TASK TO COMPLETE: While reading the listing below, count how many lines hold the word "José", and answer with the number only.

DATA UNDER STUDY:
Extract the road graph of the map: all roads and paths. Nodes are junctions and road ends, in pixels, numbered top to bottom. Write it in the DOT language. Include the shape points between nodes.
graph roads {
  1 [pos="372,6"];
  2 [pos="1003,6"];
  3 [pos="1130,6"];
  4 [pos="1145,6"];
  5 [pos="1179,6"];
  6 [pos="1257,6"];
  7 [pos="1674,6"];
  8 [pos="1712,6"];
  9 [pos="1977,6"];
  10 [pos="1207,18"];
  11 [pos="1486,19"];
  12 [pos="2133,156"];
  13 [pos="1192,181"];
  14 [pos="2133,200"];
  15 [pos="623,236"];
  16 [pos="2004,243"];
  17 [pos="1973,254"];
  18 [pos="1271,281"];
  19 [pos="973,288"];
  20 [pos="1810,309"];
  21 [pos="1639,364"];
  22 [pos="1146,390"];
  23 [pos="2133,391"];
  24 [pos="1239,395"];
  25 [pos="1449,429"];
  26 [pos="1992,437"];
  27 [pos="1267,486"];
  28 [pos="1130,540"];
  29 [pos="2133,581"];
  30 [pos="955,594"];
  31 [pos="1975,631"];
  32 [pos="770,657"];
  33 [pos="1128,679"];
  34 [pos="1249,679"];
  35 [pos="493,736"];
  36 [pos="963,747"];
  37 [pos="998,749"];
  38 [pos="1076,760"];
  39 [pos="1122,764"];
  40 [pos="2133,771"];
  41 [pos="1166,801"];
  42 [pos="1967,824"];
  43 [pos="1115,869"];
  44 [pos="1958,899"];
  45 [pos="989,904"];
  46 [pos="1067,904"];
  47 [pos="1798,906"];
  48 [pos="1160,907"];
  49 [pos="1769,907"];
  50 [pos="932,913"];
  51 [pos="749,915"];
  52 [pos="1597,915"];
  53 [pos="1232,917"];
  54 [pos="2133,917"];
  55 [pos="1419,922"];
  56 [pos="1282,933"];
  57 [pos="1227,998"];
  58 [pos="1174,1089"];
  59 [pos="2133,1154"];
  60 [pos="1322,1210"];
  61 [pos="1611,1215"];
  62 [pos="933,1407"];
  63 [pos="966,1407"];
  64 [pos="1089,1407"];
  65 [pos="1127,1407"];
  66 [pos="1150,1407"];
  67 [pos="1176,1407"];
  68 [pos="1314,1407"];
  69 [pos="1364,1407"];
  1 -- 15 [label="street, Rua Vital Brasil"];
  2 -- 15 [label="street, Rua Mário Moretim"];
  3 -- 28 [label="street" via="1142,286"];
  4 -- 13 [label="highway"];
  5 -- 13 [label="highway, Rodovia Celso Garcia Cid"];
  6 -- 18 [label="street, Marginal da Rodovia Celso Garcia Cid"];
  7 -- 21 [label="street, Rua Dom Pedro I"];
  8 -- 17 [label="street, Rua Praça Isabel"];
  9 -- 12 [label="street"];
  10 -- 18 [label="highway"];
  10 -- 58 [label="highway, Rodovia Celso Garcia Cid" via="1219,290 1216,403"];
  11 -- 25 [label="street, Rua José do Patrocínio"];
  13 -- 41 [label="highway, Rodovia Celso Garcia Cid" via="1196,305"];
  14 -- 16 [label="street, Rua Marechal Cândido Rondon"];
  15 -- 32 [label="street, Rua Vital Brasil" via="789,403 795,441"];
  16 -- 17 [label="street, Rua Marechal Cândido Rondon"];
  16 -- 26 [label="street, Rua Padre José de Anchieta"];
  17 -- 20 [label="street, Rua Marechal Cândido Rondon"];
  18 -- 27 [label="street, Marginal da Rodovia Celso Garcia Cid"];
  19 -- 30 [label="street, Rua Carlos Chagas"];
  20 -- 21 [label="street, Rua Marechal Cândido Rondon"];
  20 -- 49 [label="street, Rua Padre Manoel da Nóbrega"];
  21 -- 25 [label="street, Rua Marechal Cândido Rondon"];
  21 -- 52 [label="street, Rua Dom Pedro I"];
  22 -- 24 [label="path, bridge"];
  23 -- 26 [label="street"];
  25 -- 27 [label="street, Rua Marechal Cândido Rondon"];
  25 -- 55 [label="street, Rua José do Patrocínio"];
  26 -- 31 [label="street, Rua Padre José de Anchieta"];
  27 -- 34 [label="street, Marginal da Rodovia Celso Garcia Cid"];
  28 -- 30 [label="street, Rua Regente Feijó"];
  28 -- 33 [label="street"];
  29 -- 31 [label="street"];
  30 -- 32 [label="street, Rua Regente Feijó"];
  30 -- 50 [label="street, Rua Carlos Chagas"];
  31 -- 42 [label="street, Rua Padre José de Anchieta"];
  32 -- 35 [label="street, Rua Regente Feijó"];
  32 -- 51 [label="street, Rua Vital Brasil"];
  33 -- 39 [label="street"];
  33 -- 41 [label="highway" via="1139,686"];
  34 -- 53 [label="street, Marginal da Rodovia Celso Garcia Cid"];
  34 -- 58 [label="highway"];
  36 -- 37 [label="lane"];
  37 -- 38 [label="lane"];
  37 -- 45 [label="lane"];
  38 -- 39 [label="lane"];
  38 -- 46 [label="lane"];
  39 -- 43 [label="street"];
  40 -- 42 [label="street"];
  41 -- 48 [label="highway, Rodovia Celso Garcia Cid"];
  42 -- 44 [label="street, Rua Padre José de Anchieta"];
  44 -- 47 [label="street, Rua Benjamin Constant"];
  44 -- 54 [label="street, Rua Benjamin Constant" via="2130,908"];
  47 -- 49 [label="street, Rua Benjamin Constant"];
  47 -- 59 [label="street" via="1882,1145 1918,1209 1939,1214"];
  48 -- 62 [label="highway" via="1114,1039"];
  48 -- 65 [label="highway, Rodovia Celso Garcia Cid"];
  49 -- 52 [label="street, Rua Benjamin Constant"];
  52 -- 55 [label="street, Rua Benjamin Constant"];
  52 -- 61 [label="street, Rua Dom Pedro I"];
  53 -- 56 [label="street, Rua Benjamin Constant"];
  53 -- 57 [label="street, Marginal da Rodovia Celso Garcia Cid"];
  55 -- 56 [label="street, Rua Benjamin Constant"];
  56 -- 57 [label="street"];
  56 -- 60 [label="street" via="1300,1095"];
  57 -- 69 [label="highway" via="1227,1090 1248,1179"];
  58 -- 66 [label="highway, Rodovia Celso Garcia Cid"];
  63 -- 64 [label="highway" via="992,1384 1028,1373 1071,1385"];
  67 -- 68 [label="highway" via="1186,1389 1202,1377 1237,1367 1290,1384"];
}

ANSWER SECTION: 6